Tournoyant comme une pathétique danseuse, tu vois cependant l'image d'un duel se dresser dans ton esprit. La dualité, la souffrance, la destruction, et le chaos, toujours le chaos. Bon il commence bien c'est déjà cela. Lui montrer ce que tu sais faire ? Tu t'en serais fait un plaisir cent ans en arrière alors que tu transformais du skinchanger à tout bout de champ, créais des potions comme on monte une mayonnaise et dialoguais avec les esprits dans ton miroir en te brossant les dans le matin. Désormais c'est une bien pâle image de toi qui se dresse devant Gawain. Une image honteuse que seul lui aura le plaisir et la déception de contempler.
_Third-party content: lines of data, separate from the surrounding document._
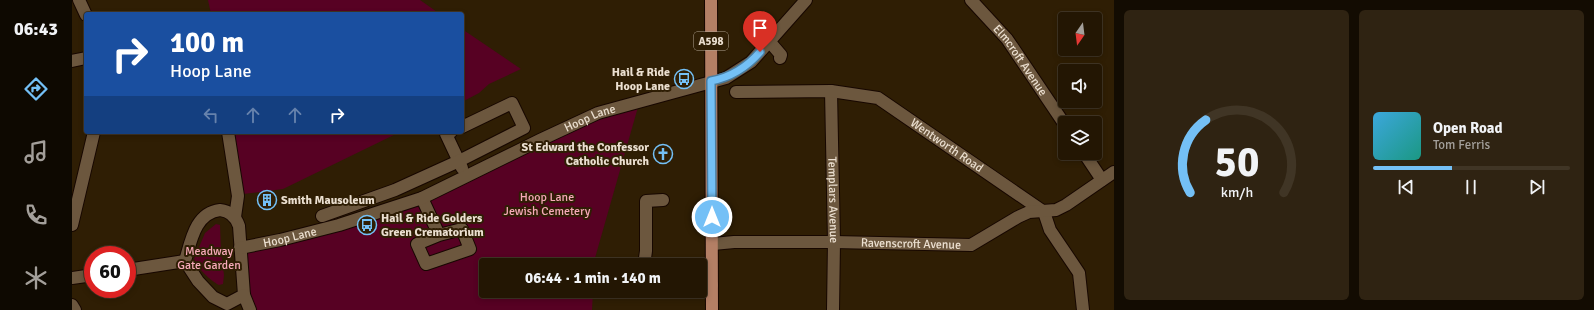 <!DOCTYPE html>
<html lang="en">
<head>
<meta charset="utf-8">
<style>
  :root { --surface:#231603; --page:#2f2312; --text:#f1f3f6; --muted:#a39f9a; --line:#403525; --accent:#74c0f6 }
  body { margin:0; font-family:Signika,sans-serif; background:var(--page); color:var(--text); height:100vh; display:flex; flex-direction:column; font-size:15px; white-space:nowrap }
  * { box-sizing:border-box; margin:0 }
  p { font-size:13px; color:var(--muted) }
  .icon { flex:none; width:22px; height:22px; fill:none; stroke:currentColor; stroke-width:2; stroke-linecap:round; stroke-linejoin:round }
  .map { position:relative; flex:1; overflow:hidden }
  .drawer { display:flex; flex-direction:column; gap:10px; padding:10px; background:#130c02; width:480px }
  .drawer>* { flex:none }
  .top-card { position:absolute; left:12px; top:12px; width:380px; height:122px; border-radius:4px; box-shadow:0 2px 6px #0003,0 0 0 1px var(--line); background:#1a4fa0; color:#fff; overflow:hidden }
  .needle { width:26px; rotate:194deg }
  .buttons { position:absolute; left:986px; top:12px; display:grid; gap:8px }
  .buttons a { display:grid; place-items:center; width:44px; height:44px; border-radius:4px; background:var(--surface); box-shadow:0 2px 6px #0003,0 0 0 1px var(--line); font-size:20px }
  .speed { position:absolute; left:12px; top:246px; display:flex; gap:8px; font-size:20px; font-weight:700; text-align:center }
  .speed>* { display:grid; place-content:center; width:52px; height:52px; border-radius:50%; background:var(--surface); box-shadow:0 2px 6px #0003,0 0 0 1px var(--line); line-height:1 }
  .speed .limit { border:6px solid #d22; background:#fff; color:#111 }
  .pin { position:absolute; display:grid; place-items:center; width:34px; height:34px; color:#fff; margin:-41px -17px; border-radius:50% 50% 50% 0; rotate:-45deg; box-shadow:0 0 4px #0007 }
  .pin .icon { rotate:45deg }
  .me { position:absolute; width:44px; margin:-22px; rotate:0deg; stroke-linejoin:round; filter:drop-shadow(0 0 3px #0008) }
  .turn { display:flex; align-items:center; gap:14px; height:84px; padding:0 20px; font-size:18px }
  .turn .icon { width:52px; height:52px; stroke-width:2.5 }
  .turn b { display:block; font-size:28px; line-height:34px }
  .lanes { display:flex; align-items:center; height:38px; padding:0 20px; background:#0003; justify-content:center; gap:20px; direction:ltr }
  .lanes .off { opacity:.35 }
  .drawer .card { flex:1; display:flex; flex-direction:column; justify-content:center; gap:6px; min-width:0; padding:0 14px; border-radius:6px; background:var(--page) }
  .drawer .dial { align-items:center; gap:0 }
  .dial svg { height:104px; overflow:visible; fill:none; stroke:var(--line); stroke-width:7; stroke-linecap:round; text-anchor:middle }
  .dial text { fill:var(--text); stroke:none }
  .song { display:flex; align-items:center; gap:12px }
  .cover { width:48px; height:48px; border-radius:6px; background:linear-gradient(135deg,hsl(200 70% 55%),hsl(170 70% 35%)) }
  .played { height:4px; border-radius:2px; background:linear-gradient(90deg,var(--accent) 40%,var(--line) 40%) }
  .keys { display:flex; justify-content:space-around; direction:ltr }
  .drawer .tiles { flex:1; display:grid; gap:10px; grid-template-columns:repeat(2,1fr) }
  .trip { position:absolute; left:407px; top:258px; width:228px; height:40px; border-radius:4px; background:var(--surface); box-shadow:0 2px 6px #0003,0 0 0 1px var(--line); font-weight:700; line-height:40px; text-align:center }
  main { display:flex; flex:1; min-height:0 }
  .menu { display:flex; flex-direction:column; width:72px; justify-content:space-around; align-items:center; background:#0e0901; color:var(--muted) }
  .menu .icon { width:28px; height:28px }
  .menu .selected { color:var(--accent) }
  .menu b { font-size:18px; color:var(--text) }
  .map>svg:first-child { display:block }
</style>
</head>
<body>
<main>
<nav class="menu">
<b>06:43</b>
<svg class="icon selected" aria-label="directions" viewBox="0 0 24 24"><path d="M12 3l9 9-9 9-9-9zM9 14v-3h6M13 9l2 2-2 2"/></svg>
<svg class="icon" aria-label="music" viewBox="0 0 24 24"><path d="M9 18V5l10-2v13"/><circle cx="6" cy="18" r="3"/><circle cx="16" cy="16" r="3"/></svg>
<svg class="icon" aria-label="phone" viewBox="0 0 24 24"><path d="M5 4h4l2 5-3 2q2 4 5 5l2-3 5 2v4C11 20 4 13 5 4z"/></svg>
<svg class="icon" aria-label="climate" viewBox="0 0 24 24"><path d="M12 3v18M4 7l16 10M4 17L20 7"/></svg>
</nav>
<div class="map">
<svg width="1042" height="310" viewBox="0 0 1042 310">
  <rect width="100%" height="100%" fill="#2f1e04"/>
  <path fill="#570123" d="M136 0H348L368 14H139Z
    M390 29 449 69 417 84 407 93 390 102Z
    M568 100 521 265H414V291H521L520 310H178L168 248 350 198Z
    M161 132H328L211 189 171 194Z
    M144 224 148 225 149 252 152 275 151 284 147 285C139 281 124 267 122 259L133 233Z"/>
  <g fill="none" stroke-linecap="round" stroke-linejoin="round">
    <defs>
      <g id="minor">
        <path d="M7 0 14 15"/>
        <path id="s1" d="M899 0 935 39 993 125"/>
        <path d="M697 41 709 55 708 58"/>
        <path d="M0 61 14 58"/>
        <path id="s2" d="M759 91 762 242 761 310"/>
        <path id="s3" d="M664 92 759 91 806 98 972 212 978 230 1007 273 1011 310"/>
        <path d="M156 132 166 196 163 217"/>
        <path d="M379 132 374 134 390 168"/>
        <path d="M1012 153 1030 180"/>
        <path d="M350 198 367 235 345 244 354 264 398 249 390 229 367 235"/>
        <path d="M148 210C158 211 164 217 167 226L172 295 155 304 141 297 126 281 113 261C119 241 123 213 148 210Z"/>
        <path d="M250 216 323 190 387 161 452 128 440 103 390 127"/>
        <path d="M0 225 22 132"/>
        <path id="s4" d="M641 244 662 242H762L899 245 946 217 957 212 984 210 994 205 1042 172"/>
        <path id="s5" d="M168 248 208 240 267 225 350 198 468 140 526 113 654 78 679 62 734 0"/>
        <path d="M572 265 574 251V201L591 200"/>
        <path d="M55 270 113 261"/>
        <path d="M0 278 21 275"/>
        <path d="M628 285H640"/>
        <path d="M172 295 178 310"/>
        <path d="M0 305 3 310"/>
      </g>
      <path id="major" d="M639 0 640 310"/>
    </defs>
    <use href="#minor" stroke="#170700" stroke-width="14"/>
    <use href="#major" stroke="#170700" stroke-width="14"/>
    <use href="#minor" stroke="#6c573e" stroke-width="12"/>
    <use href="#major" stroke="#b47f65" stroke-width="12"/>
  </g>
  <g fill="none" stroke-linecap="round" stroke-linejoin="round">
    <defs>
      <path id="route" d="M640 217 639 81C660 77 675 67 688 52"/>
    </defs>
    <use href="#route" stroke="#4b7da0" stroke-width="10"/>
    <use href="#route" stroke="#74c0f6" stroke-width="7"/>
  </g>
  <defs>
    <symbol id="bus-ring" viewBox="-11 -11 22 22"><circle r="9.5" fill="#2f1e04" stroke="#74c0f6" stroke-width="1.5"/><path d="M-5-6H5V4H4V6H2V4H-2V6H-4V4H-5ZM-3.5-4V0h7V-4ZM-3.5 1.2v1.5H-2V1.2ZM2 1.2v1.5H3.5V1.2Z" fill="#74c0f6"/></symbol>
    <symbol id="church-ring" viewBox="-11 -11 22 22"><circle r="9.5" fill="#2f1e04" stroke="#74c0f6" stroke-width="1.5"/><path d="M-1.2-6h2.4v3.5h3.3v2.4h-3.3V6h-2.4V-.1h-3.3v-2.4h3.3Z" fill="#74c0f6"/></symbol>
    <symbol id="building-ring" viewBox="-11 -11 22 22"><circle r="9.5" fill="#2f1e04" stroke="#74c0f6" stroke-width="1.5"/><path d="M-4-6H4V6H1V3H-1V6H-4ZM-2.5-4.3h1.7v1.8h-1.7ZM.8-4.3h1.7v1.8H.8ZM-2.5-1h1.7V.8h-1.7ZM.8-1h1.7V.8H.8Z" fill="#74c0f6"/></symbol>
  </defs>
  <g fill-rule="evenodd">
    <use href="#bus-ring" x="601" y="68" width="22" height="22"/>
    <use href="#church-ring" x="580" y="143" width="22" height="22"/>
    <use href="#building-ring" x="184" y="189" width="22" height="22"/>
    <use href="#bus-ring" x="284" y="214" width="22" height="22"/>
  </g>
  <g text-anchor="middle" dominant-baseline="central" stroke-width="4" stroke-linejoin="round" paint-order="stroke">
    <rect fill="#2f1e04" stroke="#b3a593" stroke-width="1" x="622" y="32" width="34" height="18" rx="3"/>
    <g font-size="11" font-weight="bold" fill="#ebdfd0">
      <text x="639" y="41">A598</text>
    </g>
    <g font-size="12" fill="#ebdfd0" stroke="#2f1e04">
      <text stroke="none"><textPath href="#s1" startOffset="78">Elmcroft Avenue</textPath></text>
      <text stroke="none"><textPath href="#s5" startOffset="375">Hoop Lane</textPath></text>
      <text stroke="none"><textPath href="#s3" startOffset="226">Wentworth Road</textPath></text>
      <text stroke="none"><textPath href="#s2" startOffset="109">Templars Avenue</textPath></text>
      <text stroke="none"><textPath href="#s5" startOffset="51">Hoop Lane</textPath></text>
      <text stroke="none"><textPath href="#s4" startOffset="198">Ravenscroft Avenue</textPath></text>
    </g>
    <g font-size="12" font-weight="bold" fill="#ebdfd0" stroke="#2f1e04" text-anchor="end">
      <text x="598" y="72">Hail &amp; Ride<tspan x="598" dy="14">Hoop Lane</tspan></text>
      <text x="577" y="147">St Edward the Confessor<tspan x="577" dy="14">Catholic Church</tspan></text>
      <text x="209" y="200" text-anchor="start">Smith Mausoleum</text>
      <text x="309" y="218" text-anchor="start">Hail &amp; Ride Golders<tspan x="309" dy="14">Green Crematorium</tspan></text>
    </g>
    <g font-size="12" fill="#f7aab9" stroke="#2f1e04">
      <text x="475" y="197">Hoop Lane<tspan x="475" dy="14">Jewish Cemetery</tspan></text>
      <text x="137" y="251">Meadway<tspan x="137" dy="14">Gate Garden</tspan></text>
    </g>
  </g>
</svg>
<div class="buttons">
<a><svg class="needle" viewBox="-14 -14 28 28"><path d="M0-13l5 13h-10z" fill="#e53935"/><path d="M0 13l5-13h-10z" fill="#a39f9a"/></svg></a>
<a><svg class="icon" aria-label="sound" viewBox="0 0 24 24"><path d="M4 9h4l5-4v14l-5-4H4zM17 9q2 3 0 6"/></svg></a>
<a><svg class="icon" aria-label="layers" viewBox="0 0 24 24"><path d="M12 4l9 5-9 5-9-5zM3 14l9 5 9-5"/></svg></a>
</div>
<div class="speed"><div class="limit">60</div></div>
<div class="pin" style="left:688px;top:52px;background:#d93025"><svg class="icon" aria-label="arrive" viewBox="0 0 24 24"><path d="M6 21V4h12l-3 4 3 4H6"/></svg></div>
<svg class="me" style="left:640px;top:217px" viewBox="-20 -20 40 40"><circle r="17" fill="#74c0f6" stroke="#fff" stroke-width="3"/><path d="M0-11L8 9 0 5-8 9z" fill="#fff"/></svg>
<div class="trip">06:44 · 1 min · 140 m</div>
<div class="top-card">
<div class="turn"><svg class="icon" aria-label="right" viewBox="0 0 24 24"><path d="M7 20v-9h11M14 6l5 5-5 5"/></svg><div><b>100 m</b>Hoop Lane</div></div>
<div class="lanes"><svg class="icon off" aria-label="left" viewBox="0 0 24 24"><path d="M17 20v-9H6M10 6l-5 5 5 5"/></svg><svg class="icon off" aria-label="ahead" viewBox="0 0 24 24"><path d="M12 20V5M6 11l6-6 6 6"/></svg><svg class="icon off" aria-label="ahead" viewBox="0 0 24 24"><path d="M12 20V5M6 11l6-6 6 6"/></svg><svg class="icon" aria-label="right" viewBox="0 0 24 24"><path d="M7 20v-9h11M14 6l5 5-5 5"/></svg></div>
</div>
</div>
<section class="drawer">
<div class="tiles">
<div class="card dial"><svg viewBox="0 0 100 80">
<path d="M14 69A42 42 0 1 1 86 69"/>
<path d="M14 69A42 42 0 0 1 26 13" stroke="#74c0f6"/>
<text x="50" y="56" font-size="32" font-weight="700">50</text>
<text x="50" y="72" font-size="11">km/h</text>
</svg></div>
<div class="card">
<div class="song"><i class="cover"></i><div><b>Open Road</b><p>Tom Ferris</p></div></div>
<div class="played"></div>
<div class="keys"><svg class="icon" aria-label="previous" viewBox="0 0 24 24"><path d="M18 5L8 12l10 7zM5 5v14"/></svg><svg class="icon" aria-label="pause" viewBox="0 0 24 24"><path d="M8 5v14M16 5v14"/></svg><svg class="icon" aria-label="next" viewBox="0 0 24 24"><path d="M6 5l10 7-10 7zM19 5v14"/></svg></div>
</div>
</div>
</section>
</main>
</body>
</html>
Oui, tu as terriblement honte en cet instant, parce que tu n'es rien qu'une ombre. Contrairement à lui, on dirait que c'est ta véritable enveloppe que tu as laissé à Darkness Falls, ne prenant avec toi que cet ersatz de toi-même.

« Quiconque a besoin de rappeler sa situation à ses serviteurs n'est pas digne de la conserver. Le pouvoir ne s'énonce pas, il se montre et se sent. »

Alors que, pardon hein, mais il a simplement enroulé des tentacules ombrageuses autour de toi, cassé une lampe et bouffé l'énergie vitale d'un gamin drogué et ligoté. Question pouvoir, de ce que tu as vu, il peut clairement repasser. Tu le défies à ton tour, t'avouant vaincue de base.

« L'étendue de mes compétences magiques se résume à me nourrir pour le moment. Je suis vierge de tout. Tu n'auras plus qu'à me moduler à ta guise. Mais sauras-tu faire de moi cette machine de guerre que je vois miroiter dans ton regard ? »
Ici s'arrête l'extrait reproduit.